Friends, if we keep talking about Israel through technicalities, as if it were a zero-sum game, without nuance or complexity or an acknowledgement of each other’s lived experiences, then we are not going to resolve the Palestinian-Israeli crisis. We are not going to stop dumb college kids from saying dumb and terrible things and doing dumb and terrible things. We aren’t going to be able to support the kind of Israel we want to see—strong and diverse and safe. We are creating a no-man’s land within the Jewish community; no one wants to talk about Israel. I’ve seen it for years: a survey came out two years ago of rabbis across all three major movements that indicated the majority refrained from discussing Israel because they feared for their jobs; one prominent rabbi in the Northeast who does a great deal of social justice work told a group of us ten years ago to approach the topic of Israel gingerly, and treat it as a third rail in synagogue politics. And we see it in Delaware. How many people are still giving to ARZA, or are willing to go to an AIPAC or J-Street policy conference, or at least tell others?

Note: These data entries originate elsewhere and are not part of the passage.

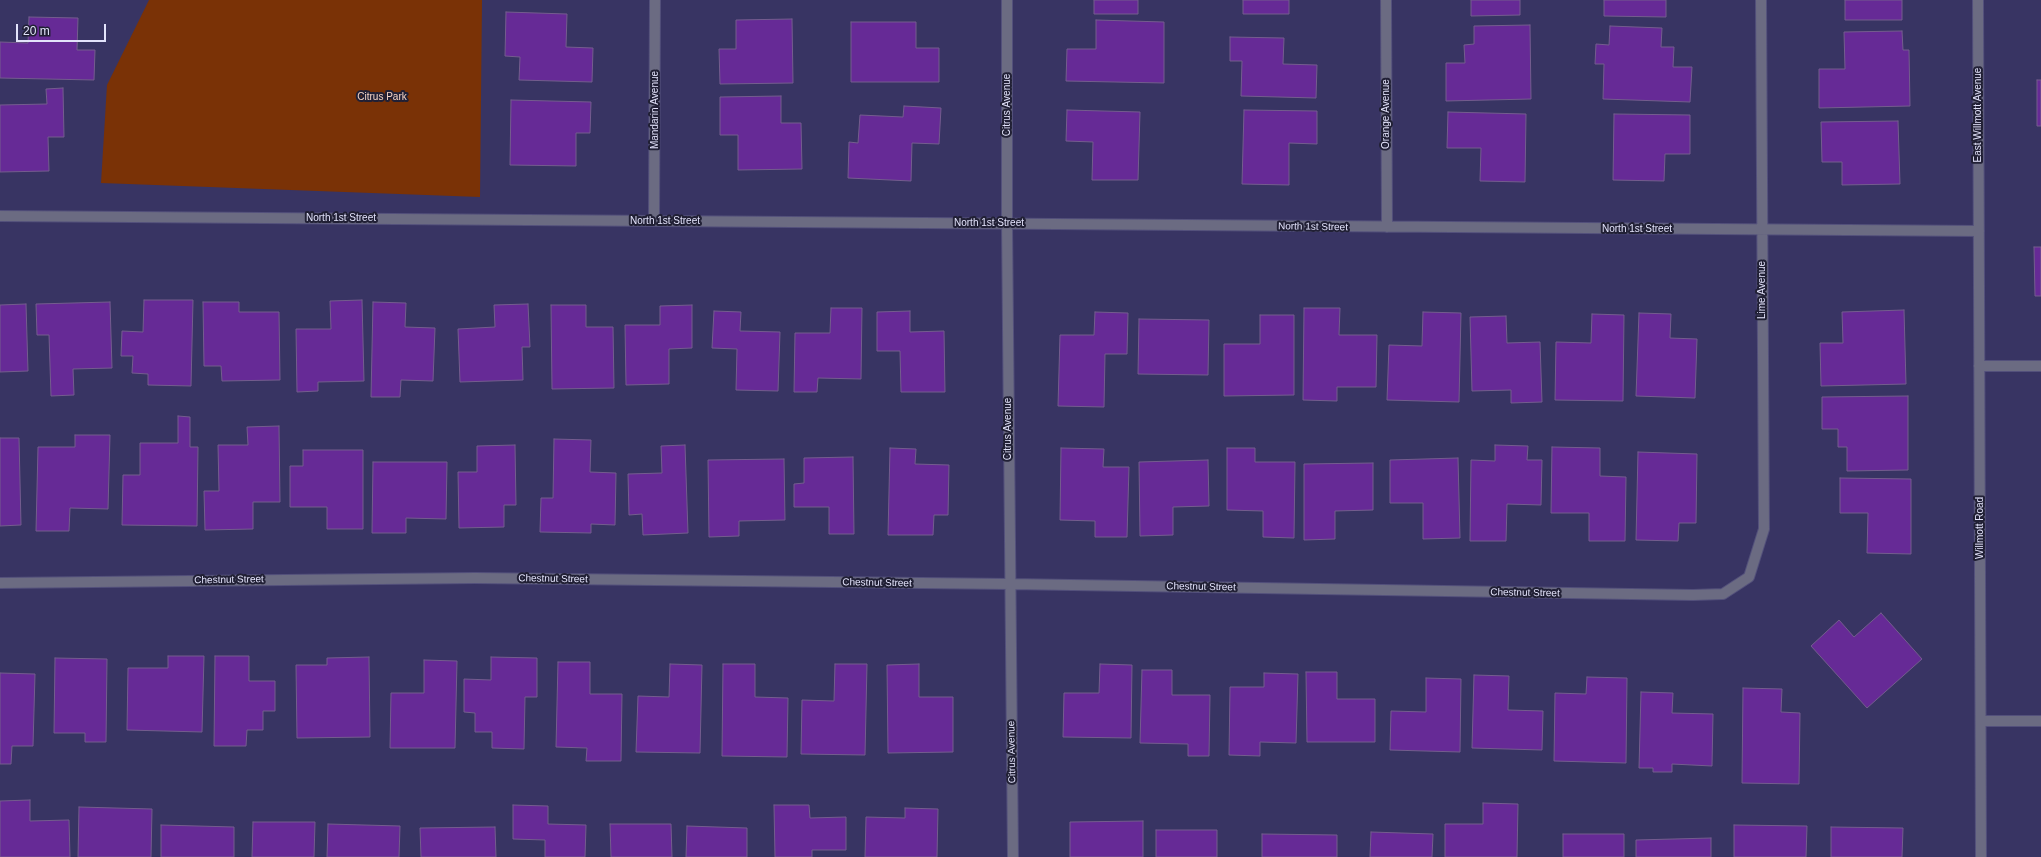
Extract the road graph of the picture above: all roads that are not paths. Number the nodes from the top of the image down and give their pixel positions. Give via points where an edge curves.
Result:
1 (655, 0) edge
2 (1007, 0) edge
3 (1386, 0) edge
4 (1761, 0) edge
5 (1978, 0) edge
6 (0, 216) edge
7 (654, 220) junction
8 (1007, 223) junction
9 (1387, 227) junction
10 (1761, 230) junction
11 (1979, 230) junction
12 (1979, 366) junction
13 (2041, 366) edge
14 (1749, 577) joint
15 (0, 583) edge
16 (1010, 584) junction
17 (1981, 721) junction
18 (2041, 721) edge
19 (1013, 857) edge
20 (1981, 857) edge

1 - 7 street, Mandarin Avenue
2 - 8 street, Citrus Avenue
3 - 9 street, Orange Avenue
4 - 10 street, Lime Avenue
5 - 11 street, East Willmott Avenue
6 - 7 street, North 1st Street
7 - 8 street, North 1st Street
8 - 9 street, North 1st Street
8 - 16 street, Citrus Avenue
9 - 10 street, North 1st Street
10 - 11 street, North 1st Street
10 - 14 street, Lime Avenue via 1764,529
11 - 12 street, Willmott Road
12 - 13 street
12 - 17 street, Willmott Road
14 - 16 street, Chestnut Street via 1723,594 1692,595
15 - 16 street, Chestnut Street via 483,578
16 - 19 street, Citrus Avenue
17 - 18 street
17 - 20 street, Willmott Road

How many look over both shoulders while at Temple before talking about Israel so as not to get into a fight? I don’t know if you’ve noticed, but we’ve been without an Israel Advocacy Chair for more than two years, a Board position! Because no one wants to touch it.

So let’s go back to those popsicles, shall we? Did some blonde woman from LA who now lives in Jerusalem handing out popsicles resolve the borders, water rights, Palestinian Right of Return and the boundaries of Jerusalem? Nope. Did it resolve the issue on the Temple Mount? Nope. Did it bring back the lives of those killed—the policemen, the family, the young people at the protest? Sadly, no. But it was a human gesture, a recognition that the people shared a city, shared a love for that city, and a love for each other as well. It was neighborly, it was kind. And it allowed the people to be people, to recognize the humanity in one another, even for one brief, cool, sweet, drippy moment.

We need more of those moments. We need more opportunities that are safe, where we can sit with our fellow congregants and speak from our lived experiences, talk about what Israel means to each one of us personally. We need to start not at 30,000 feet, at borders and drip irrigation and the like. That doesn’t mean that isn’t interesting, that doesn’t mean it isn’t cool, but that’s not our starting point. Our starting point needs to be each other. Why do we care about Israel? What does that look like to me, or to you? Where does it come from? How does it relate to the rest of our lives? How can we listen and affirm that connection, deepen it, relate to it, let it resonate for ourselves? How does Israel challenge us, upset us? How do we create space to listen to one another, not scream the so-called correct answers at one another?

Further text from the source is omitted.